Nermsdorf wird 876 im lngelsheimer Protokoll in Zusammenhang mit dem Zehnerstreit in Thüringen als Nemannesthroph erstmals benannt. Urkundlich nachweisbar ist seit dem Jahre 1349 der Name Nermsdorf. Im Mittelalter gehörte die Gemarkung verschiedenen Gutsherren, so dem Grafen von Weimar-Orlamünde, dem Zisterzienserinnenkloser St. Maringart in Erfurt und dem Kloster Heusdorf. Aus der Flur wurden steinzeitlliche Geräte geborgen, die auf Siedlungsstellen schon vor der eigentlichen Ortsgründung hinweisen.

Man fand auf der Wüstung Stiebsdorf als Zeugen früherer Besiedlung Tonscherben slawischen und deutschen Ursprungs sowie ein Höckergrab. Den Mittelpunkt des Dorfes bildete eine barocke Kirche, die vom alten Friedhof umgeben war. Im Jahre 1777/78 wurde die Kirche nach Baufälligkeit im barocken Stil wieder aufgebaut. Der Unterteil des Turmes blieb beim Kirchenumbau erhalten. In ihm ist ein vermauertes gotisches Fenster erkennbar.
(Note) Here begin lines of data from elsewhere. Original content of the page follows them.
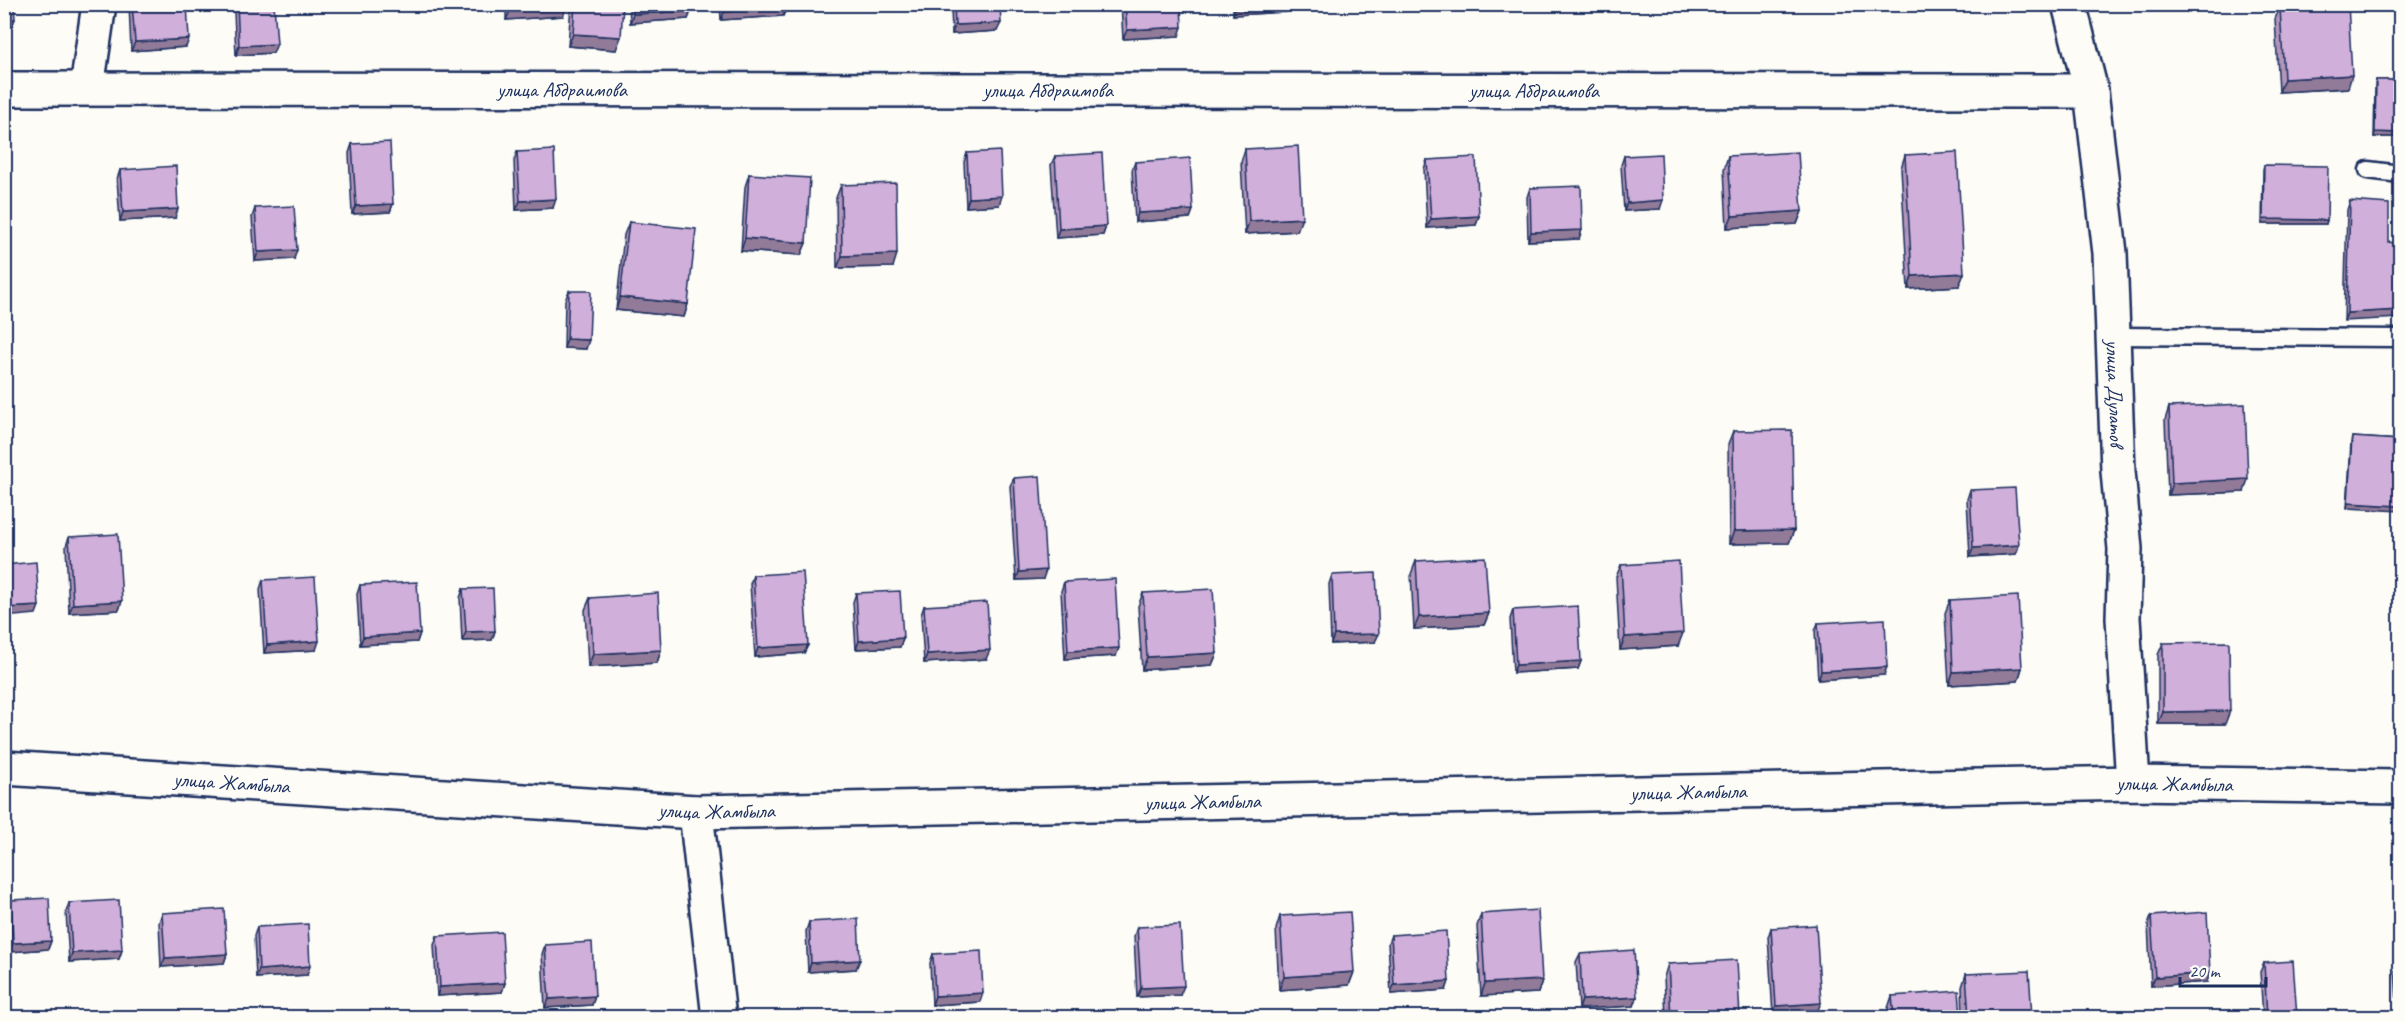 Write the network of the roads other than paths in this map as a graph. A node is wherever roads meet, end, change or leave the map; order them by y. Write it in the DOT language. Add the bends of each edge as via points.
graph roads {
  1 [pos="99,4"];
  2 [pos="2069,4"];
  3 [pos="87,88"];
  4 [pos="4,89"];
  5 [pos="2091,91"];
  6 [pos="2368,170"];
  7 [pos="2400,174"];
  8 [pos="2113,336"];
  9 [pos="2400,338"];
  10 [pos="4,768"];
  11 [pos="2133,783"];
  12 [pos="2400,787"];
  13 [pos="696,812"];
  14 [pos="718,1017"];
  1 -- 3 [label="street"];
  2 -- 5 [label="street, улица Дулатов"];
  3 -- 4 [label="street, улица Абдраимова"];
  3 -- 5 [label="street, улица Абдраимова"];
  5 -- 8 [label="street, улица Дулатов" via="2110,253"];
  6 -- 7 [label="lane"];
  8 -- 9 [label="lane"];
  8 -- 11 [label="street, улица Дулатов"];
  10 -- 13 [label="street, улица Жамбыла"];
  11 -- 12 [label="street, улица Жамбыла"];
  11 -- 13 [label="street, улица Жамбыла"];
  13 -- 14 [label="street"];
}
Dies lässt vermuten, dass die Kirche schon im XII. Jahrhundert erbaut wurde und zu dem in unserer Gegend weitverbreiteten Typ der Ostturmkirche gehört. Der Zwiebelturm hatte eine Höhe von ca. 27 Meter. Der 30jährige Krieg bedeutete eine Leidenszeit für die gesamte Gemeinde. Die Abgaben wurden immer höher. 1642 lebten nur noch ein Ehepaar, zwei Witwen und fünf Kinder im Dorf. Seit dem 16. Jahrhundert befand sich am südlichen Dorfrand eine Windmühle, diese galt als Wahrzeichen des Ortes. Leider ist die Mühle 1995 bis auf die Außenmauern vollständig abgebrannt. Bis 1872 besaß die Gemeinde ein eigenes Brauhaus, wo man das beliebte Hamster- und Brouanbier braute. Die Zahl der Handwerksbetriebe, meist Webereien, betrug 1858 zwölf, 1860 sechs und 1930 elf. Am Ende des 19. Jahrhunderts galt Nermsdorf als eine „gut situierte Bauerngemeinde". Im 1. und 2. Weltkrieg ließen viele Bürger Nermsdorfs ihr Leben.

Im Oktober 1988 wurde die Kirche in Nermsdorf ein Opfer der Flammen. Die Kirche brannte bis auf die Steinmauern nieder. 1991 begann der Wiederaufbau, leider jedoch ohne Zwiebelturm. Die Kirche wird heute nicht nur als Gotteshaus genutzt. Eine Harmoniumausstellung des Thüringer Orgelmuseums hat hier eine bleibende Heimstadt gefunden. Gegenwärtig können bereits 5 bis 7 Ausstellungsstücke besichtigt werden.

Die Gemeinde Nermsdorf wurde 1994 in die Stadt Buttelstedt eingemeindet.